Project description:In the development of the Drosophila embryo, gene expression is directed by the sequence-specific interactions of a large network of protein transcription factors (TFs) and DNA cis-regulatory binding sites. Once the identity of the typically 8-10bp binding sites for any given TF has been determined by one of several experimental procedures, the sequences can be represented in a position weight matrix (PWM) and used to predict the location of additional TF binding sites elsewhere in the genome. Often, alignments of large (>200bp) genomic fragments that have been experimentally determined to bind the TF of interest in Chromatin Immunoprecipitation (ChIP) studies are trimmed under the assumption that the majority of the binding sites are located near the center of all the aligned fragments.

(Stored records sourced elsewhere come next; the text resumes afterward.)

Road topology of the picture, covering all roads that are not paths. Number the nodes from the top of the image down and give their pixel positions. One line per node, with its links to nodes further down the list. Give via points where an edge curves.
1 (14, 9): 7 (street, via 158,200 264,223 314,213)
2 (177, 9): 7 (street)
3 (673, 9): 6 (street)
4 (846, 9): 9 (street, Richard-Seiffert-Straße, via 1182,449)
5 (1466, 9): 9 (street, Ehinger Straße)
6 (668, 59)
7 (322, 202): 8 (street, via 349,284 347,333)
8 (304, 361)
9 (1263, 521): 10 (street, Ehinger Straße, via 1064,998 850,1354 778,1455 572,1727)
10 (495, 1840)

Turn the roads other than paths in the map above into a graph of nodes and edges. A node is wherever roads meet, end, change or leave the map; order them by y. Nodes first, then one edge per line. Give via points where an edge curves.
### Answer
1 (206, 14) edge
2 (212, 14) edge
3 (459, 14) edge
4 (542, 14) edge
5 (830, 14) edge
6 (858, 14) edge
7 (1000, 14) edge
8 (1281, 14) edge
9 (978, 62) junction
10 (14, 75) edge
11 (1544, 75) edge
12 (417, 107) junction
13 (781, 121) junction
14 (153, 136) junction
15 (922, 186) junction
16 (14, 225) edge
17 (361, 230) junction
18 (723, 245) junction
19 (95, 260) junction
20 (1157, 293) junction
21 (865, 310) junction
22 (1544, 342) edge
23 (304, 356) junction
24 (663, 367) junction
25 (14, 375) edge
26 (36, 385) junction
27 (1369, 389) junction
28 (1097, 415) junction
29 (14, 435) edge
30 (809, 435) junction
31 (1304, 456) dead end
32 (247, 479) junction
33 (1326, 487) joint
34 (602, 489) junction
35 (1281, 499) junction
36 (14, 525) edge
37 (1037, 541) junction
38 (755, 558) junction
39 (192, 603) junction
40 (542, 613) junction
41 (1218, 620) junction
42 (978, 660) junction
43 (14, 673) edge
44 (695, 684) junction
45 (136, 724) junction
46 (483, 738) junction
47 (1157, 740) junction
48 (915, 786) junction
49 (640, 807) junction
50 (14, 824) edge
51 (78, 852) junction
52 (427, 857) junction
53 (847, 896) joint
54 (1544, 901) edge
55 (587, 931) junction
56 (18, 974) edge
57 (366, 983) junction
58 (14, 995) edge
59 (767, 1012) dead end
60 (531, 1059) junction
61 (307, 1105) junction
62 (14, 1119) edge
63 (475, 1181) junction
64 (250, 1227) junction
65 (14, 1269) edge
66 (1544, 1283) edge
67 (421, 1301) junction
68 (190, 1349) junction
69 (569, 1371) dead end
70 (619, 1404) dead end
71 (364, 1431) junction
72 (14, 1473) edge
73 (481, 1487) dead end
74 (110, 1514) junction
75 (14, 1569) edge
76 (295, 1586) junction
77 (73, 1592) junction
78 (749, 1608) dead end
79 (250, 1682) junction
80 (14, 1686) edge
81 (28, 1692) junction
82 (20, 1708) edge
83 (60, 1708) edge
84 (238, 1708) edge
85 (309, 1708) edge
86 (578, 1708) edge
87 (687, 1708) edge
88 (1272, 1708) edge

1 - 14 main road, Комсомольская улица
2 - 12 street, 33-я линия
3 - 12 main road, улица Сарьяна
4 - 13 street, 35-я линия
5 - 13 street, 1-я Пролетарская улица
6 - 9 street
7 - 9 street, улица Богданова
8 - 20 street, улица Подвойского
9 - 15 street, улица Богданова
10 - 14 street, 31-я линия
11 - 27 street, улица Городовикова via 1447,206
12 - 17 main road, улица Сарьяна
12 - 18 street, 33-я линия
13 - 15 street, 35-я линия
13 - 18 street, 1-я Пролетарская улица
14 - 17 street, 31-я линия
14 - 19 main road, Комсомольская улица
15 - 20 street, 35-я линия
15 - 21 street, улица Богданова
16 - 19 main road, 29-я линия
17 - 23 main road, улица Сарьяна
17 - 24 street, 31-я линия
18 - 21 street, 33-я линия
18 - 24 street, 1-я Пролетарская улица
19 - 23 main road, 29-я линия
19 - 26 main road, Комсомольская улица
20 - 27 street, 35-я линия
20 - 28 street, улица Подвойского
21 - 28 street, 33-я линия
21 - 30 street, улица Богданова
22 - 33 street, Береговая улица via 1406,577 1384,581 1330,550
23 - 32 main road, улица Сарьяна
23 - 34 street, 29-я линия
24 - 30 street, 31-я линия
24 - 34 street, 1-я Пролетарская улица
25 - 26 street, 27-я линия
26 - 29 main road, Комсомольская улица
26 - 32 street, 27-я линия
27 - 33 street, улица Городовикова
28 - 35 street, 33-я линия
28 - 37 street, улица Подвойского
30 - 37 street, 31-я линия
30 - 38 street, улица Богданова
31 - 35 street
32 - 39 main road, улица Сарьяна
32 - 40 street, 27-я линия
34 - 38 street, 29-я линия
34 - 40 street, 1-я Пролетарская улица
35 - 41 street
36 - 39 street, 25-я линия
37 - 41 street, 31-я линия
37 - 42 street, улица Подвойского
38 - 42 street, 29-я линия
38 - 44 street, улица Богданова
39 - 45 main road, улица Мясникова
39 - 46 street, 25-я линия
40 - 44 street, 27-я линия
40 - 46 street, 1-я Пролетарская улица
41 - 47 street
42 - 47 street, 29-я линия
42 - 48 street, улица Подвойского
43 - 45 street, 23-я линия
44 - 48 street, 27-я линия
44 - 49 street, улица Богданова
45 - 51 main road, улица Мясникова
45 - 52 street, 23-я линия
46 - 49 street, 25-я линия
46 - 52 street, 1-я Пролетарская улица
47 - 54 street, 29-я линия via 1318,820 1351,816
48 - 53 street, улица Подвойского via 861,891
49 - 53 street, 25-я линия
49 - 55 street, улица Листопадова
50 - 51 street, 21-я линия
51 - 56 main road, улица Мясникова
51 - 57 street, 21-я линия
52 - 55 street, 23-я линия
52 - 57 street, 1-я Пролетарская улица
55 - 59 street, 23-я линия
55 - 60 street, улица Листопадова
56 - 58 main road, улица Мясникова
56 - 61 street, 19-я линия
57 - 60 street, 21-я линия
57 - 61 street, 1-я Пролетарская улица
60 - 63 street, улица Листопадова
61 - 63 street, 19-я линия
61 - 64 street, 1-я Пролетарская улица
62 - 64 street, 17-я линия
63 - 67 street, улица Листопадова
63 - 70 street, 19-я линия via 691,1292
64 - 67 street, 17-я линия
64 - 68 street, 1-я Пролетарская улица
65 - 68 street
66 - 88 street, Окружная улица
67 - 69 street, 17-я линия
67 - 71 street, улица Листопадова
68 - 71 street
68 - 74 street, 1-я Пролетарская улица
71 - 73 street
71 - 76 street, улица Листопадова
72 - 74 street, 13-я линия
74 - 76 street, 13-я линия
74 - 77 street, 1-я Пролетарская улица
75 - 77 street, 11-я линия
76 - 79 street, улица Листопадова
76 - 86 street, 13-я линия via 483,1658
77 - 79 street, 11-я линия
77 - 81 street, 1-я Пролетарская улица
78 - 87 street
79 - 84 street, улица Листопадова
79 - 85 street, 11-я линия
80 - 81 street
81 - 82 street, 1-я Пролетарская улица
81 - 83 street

In this study, ChIP/chip datasets are analyzed using the corresponding PWMs for the well-studied TFs; CAUDAL, HUNCHBACK, KNIRPS and KRUPPEL, to determine the distribution of predicted binding sites. All four TFs are critical regulators of gene expression along the anterio-posterior axis in early Drosophila development. For all four TFs, the ChIP peaks contain multiple binding sites that are broadly distributed across the genomic region represented by the peak, regardless of the prediction stringency criteria used. This result suggests that ChIP peak trimming may exclude functional binding sites from subsequent analyses.